1 Chronicles 17:4
Go and tell David my servant, Thus saith the Lord, Thou shalt not build me an house to dwell in:
Cross-reference
In 1 Chronicles 22:7, David recalls his desire to build a house for God, echoing the same longing from 1 Chronicles 17:4.
1 Chronicles 22:8 directly quotes God's reason for the prohibition: David's wars and bloodshed.
1 Chronicles 28:3 restates the prohibition with the fuller reason: David is a man of war who shed blood.
1 Chronicles 28:2 shows David publicly stating his heart to build, confirming the same intention.
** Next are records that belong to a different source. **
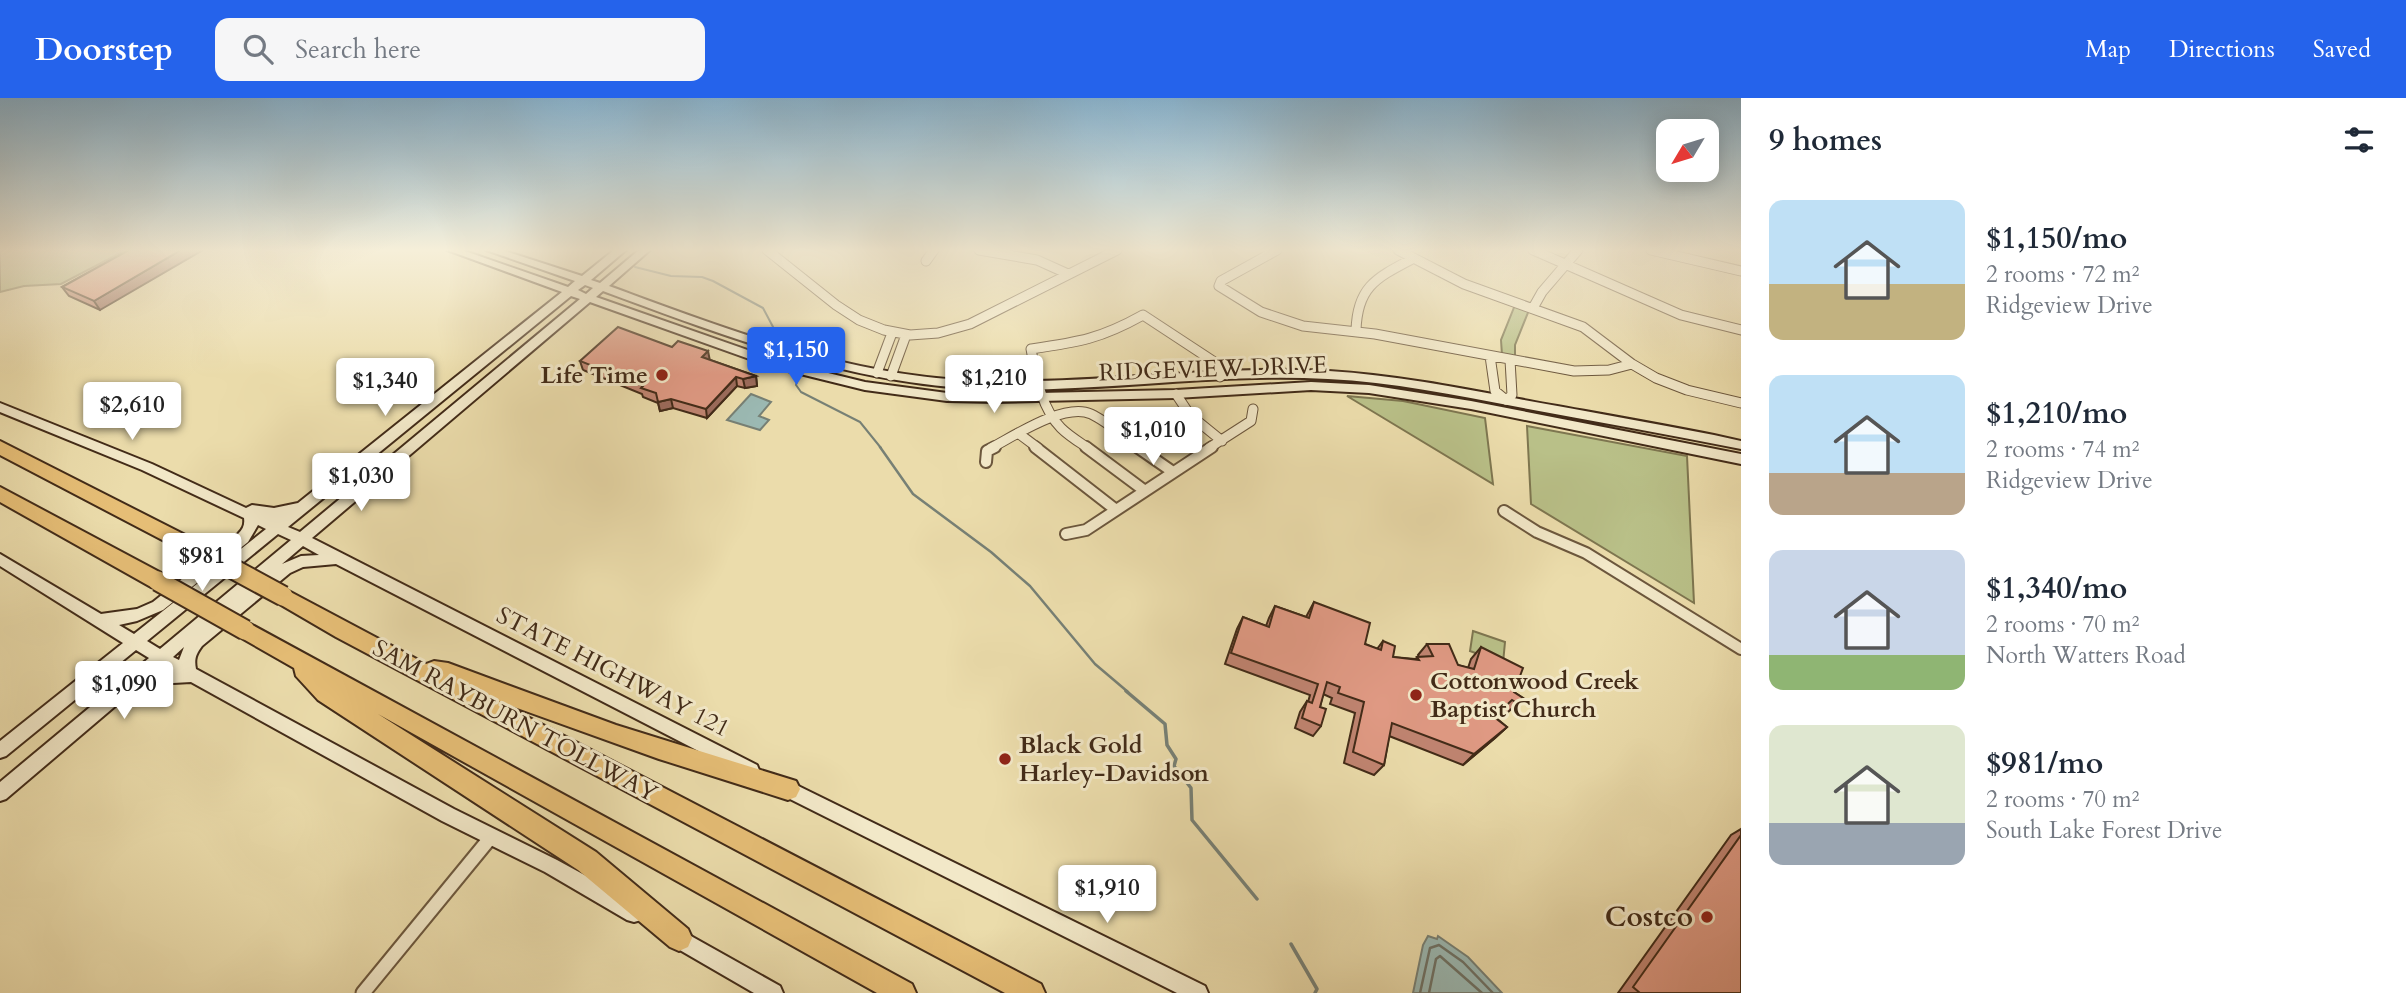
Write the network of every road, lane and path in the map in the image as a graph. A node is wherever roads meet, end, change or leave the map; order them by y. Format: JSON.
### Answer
{"nodes":[{"id":1,"x":567,"y":292,"type":"joint"},
{"id":2,"x":598,"y":292,"type":"edge"},
{"id":3,"x":620,"y":292,"type":"edge"},
{"id":4,"x":820,"y":292,"type":"edge"},
{"id":5,"x":1032,"y":292,"type":"edge"},
{"id":6,"x":1230,"y":292,"type":"edge"},
{"id":7,"x":1363,"y":292,"type":"edge"},
{"id":8,"x":1486,"y":292,"type":"edge"},
{"id":9,"x":1542,"y":292,"type":"edge"},
{"id":10,"x":1629,"y":292,"type":"edge"},
{"id":11,"x":590,"y":299,"type":"junction"},
{"id":12,"x":1533,"y":308,"type":"junction"},
{"id":13,"x":1741,"y":330,"type":"edge"},
{"id":14,"x":1356,"y":331,"type":"junction"},
{"id":15,"x":899,"y":334,"type":"junction"},
{"id":16,"x":786,"y":351,"type":"junction"},
{"id":17,"x":1490,"y":356,"type":"junction"},
{"id":18,"x":1510,"y":360,"type":"junction"},
{"id":19,"x":776,"y":364,"type":"junction"},
{"id":20,"x":1632,"y":365,"type":"junction"},
{"id":21,"x":877,"y":373,"type":"junction"},
{"id":22,"x":891,"y":376,"type":"junction"},
{"id":23,"x":1220,"y":377,"type":"junction"},
{"id":24,"x":460,"y":380,"type":"junction"},
{"id":25,"x":1039,"y":385,"type":"junction"},
{"id":26,"x":865,"y":386,"type":"junction"},
{"id":27,"x":479,"y":390,"type":"junction"},
{"id":28,"x":446,"y":392,"type":"junction"},
{"id":29,"x":1176,"y":394,"type":"junction"},
{"id":30,"x":1042,"y":398,"type":"junction"},
{"id":31,"x":465,"y":401,"type":"junction"},
{"id":32,"x":1741,"y":403,"type":"edge"},
{"id":33,"x":1507,"y":406,"type":"junction"},
{"id":34,"x":0,"y":407,"type":"edge"},
{"id":35,"x":1252,"y":409,"type":"dead end"},
{"id":36,"x":1052,"y":418,"type":"junction"},
{"id":37,"x":1018,"y":433,"type":"junction"},
{"id":38,"x":1222,"y":441,"type":"junction"},
{"id":39,"x":1741,"y":445,"type":"edge"},
{"id":40,"x":0,"y":447,"type":"edge"},
{"id":41,"x":1741,"y":459,"type":"edge"},
{"id":42,"x":986,"y":462,"type":"dead end"},
{"id":43,"x":1173,"y":472,"type":"junction"},
{"id":44,"x":1145,"y":491,"type":"junction"},
{"id":45,"x":0,"y":494,"type":"edge"},
{"id":46,"x":313,"y":498,"type":"junction"},
{"id":47,"x":222,"y":501,"type":"junction"},
{"id":48,"x":1116,"y":510,"type":"junction"},
{"id":49,"x":1504,"y":512,"type":"dead end"},
{"id":50,"x":250,"y":514,"type":"junction"},
{"id":51,"x":333,"y":514,"type":"junction"},
{"id":52,"x":277,"y":528,"type":"junction"},
{"id":53,"x":1066,"y":534,"type":"dead end"},
{"id":54,"x":303,"y":540,"type":"junction"},
{"id":55,"x":339,"y":558,"type":"junction"},
{"id":56,"x":0,"y":559,"type":"edge"},
{"id":57,"x":100,"y":621,"type":"junction"},
{"id":58,"x":135,"y":642,"type":"junction"},
{"id":59,"x":1741,"y":649,"type":"edge"},
{"id":60,"x":288,"y":654,"type":"junction"},
{"id":61,"x":161,"y":658,"type":"junction"},
{"id":62,"x":415,"y":668,"type":"junction"},
{"id":63,"x":194,"y":675,"type":"junction"},
{"id":64,"x":0,"y":751,"type":"edge"},
{"id":65,"x":50,"y":751,"type":"junction"},
{"id":66,"x":788,"y":789,"type":"junction"},
{"id":67,"x":0,"y":793,"type":"edge"},
{"id":68,"x":491,"y":837,"type":"junction"},
{"id":69,"x":678,"y":938,"type":"junction"},
{"id":70,"x":363,"y":993,"type":"edge"},
{"id":71,"x":773,"y":993,"type":"edge"},
{"id":72,"x":903,"y":993,"type":"edge"},
{"id":73,"x":1032,"y":993,"type":"edge"},
{"id":74,"x":1198,"y":993,"type":"edge"}],
"edges":[{"from":1,"to":11,"type":"main road","name":"RIDGEVIEW DRIVE"},
{"from":1,"to":24,"type":"main road"},
{"from":2,"to":11,"type":"main road"},
{"from":3,"to":16,"type":"main road","name":"RIDGEVIEW DRIVE"},
{"from":4,"to":15,"type":"street"},
{"from":5,"to":15,"type":"street"},
{"from":6,"to":14,"type":"street"},
{"from":7,"to":14,"type":"street"},
{"from":8,"to":12,"type":"street"},
{"from":9,"to":12,"type":"street"},
{"from":10,"to":13,"type":"street"},
{"from":11,"to":19,"type":"main road","name":"RIDGEVIEW DRIVE"},
{"from":11,"to":27,"type":"main road"},
{"from":12,"to":20,"type":"street"},
{"from":14,"to":17,"type":"street"},
{"from":15,"to":21,"type":"street"},
{"from":15,"to":22,"type":"street"},
{"from":16,"to":19,"type":"main road"},
{"from":16,"to":21,"type":"main road","name":"RIDGEVIEW DRIVE"},
{"from":17,"to":18,"type":"street"},
{"from":17,"to":33,"type":"street"},
{"from":18,"to":20,"type":"street"},
{"from":18,"to":33,"type":"street"},
{"from":19,"to":26,"type":"main road","name":"RIDGEVIEW DRIVE"},
{"from":20,"to":32,"type":"street"},
{"from":21,"to":22,"type":"main road","name":"RIDGEVIEW DRIVE"},
{"from":22,"to":25,"type":"main road","name":"RIDGEVIEW DRIVE"},
{"from":22,"to":26,"type":"main road"},
{"from":23,"to":25,"type":"main road","name":"RIDGEVIEW DRIVE"},
{"from":23,"to":25,"type":"street"},
{"from":23,"to":33,"type":"main road","name":"RIDGEVIEW DRIVE"},
{"from":24,"to":27,"type":"main road"},
{"from":24,"to":28,"type":"main road"},
{"from":25,"to":30,"type":"street"},
{"from":26,"to":30,"type":"main road","name":"RIDGEVIEW DRIVE"},
{"from":27,"to":31,"type":"main road"},
{"from":28,"to":31,"type":"main road"},
{"from":28,"to":46,"type":"main road"},
{"from":29,"to":30,"type":"main road","name":"RIDGEVIEW DRIVE"},
{"from":29,"to":33,"type":"main road","name":"RIDGEVIEW DRIVE"},
{"from":29,"to":38,"type":"street"},
{"from":30,"to":36,"type":"street"},
{"from":31,"to":51,"type":"main road"},
{"from":33,"to":39,"type":"main road","name":"RIDGEVIEW DRIVE"},
{"from":33,"to":41,"type":"main road","name":"RIDGEVIEW DRIVE"},
{"from":34,"to":47,"type":"main road","name":"STATE HIGHWAY 121"},
{"from":35,"to":38,"type":"street"},
{"from":36,"to":37,"type":"street"},
{"from":36,"to":43,"type":"street"},
{"from":36,"to":44,"type":"street"},
{"from":37,"to":42,"type":"street"},
{"from":37,"to":48,"type":"street"},
{"from":38,"to":43,"type":"street"},
{"from":40,"to":62,"type":"highway","name":"SAM RAYBURN TOLLWAY","bridge":true},
{"from":43,"to":44,"type":"street"},
{"from":44,"to":48,"type":"street"},
{"from":45,"to":60,"type":"highway","name":"SAM RAYBURN TOLLWAY","bridge":true},
{"from":46,"to":47,"type":"main road"},
{"from":46,"to":52,"type":"main road"},
{"from":47,"to":50,"type":"main road","name":"STATE HIGHWAY 121"},
{"from":48,"to":53,"type":"street"},
{"from":49,"to":59,"type":"street"},
{"from":50,"to":52,"type":"main road","name":"STATE HIGHWAY 121"},
{"from":50,"to":57,"type":"main road"},
{"from":51,"to":54,"type":"main road"},
{"from":51,"to":55,"type":"main road"},
{"from":52,"to":54,"type":"main road","name":"STATE HIGHWAY 121"},
{"from":52,"to":58,"type":"main road"},
{"from":54,"to":55,"type":"main road","name":"STATE HIGHWAY 121"},
{"from":54,"to":61,"type":"main road"},
{"from":55,"to":63,"type":"main road"},
{"from":55,"to":66,"type":"main road","name":"STATE HIGHWAY 121"},
{"from":56,"to":57,"type":"main road"},
{"from":57,"to":58,"type":"main road"},
{"from":58,"to":61,"type":"main road"},
{"from":58,"to":64,"type":"main road"},
{"from":60,"to":69,"type":"highway"},
{"from":60,"to":72,"type":"highway","name":"SAM RAYBURN TOLLWAY"},
{"from":61,"to":63,"type":"main road"},
{"from":61,"to":65,"type":"main road"},
{"from":62,"to":66,"type":"highway"},
{"from":62,"to":73,"type":"highway","name":"SAM RAYBURN TOLLWAY"},
{"from":63,"to":65,"type":"main road"},
{"from":63,"to":68,"type":"main road"},
{"from":65,"to":67,"type":"main road"},
{"from":66,"to":74,"type":"main road","name":"STATE HIGHWAY 121"},
{"from":68,"to":69,"type":"main road"},
{"from":68,"to":70,"type":"street"},
{"from":69,"to":71,"type":"main road"}]}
2 Samuel 7:4 is the parallel account where the word of the Lord comes to Nathan that night.
2 Samuel 7:5 records God's rhetorical question through Nathan: 'Would you build me a house?'
1 Kings 8:19 reaffirms the prohibition and adds that David's son will build the house.
2 Chronicles 6:8 adds that God approved David's intention even though he could not build.
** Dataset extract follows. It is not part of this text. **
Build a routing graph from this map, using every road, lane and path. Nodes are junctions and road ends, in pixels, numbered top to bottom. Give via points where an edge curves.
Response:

2 Chronicles 6:9 repeats the prohibition and promises the son will build the house for God's name.
Romans 11:34 asks who has known the Lord's mind—God's decision to not let David build defies human expectation.
Isaiah 55:8 says God's thoughts are not our thoughts—here God's decision overrules David's plan to build.
Isaiah 55:9 expands that God's ways are higher—applies to God's surprising refusal of David's temple proposal.
1 Kings 3:2 explains that before the temple, worship at high places was common — echoing the same era when God had not yet settled into a permanent house.
Romans 11:33 praises God's unsearchable judgments—relevant to God's unexpected decision about David's house.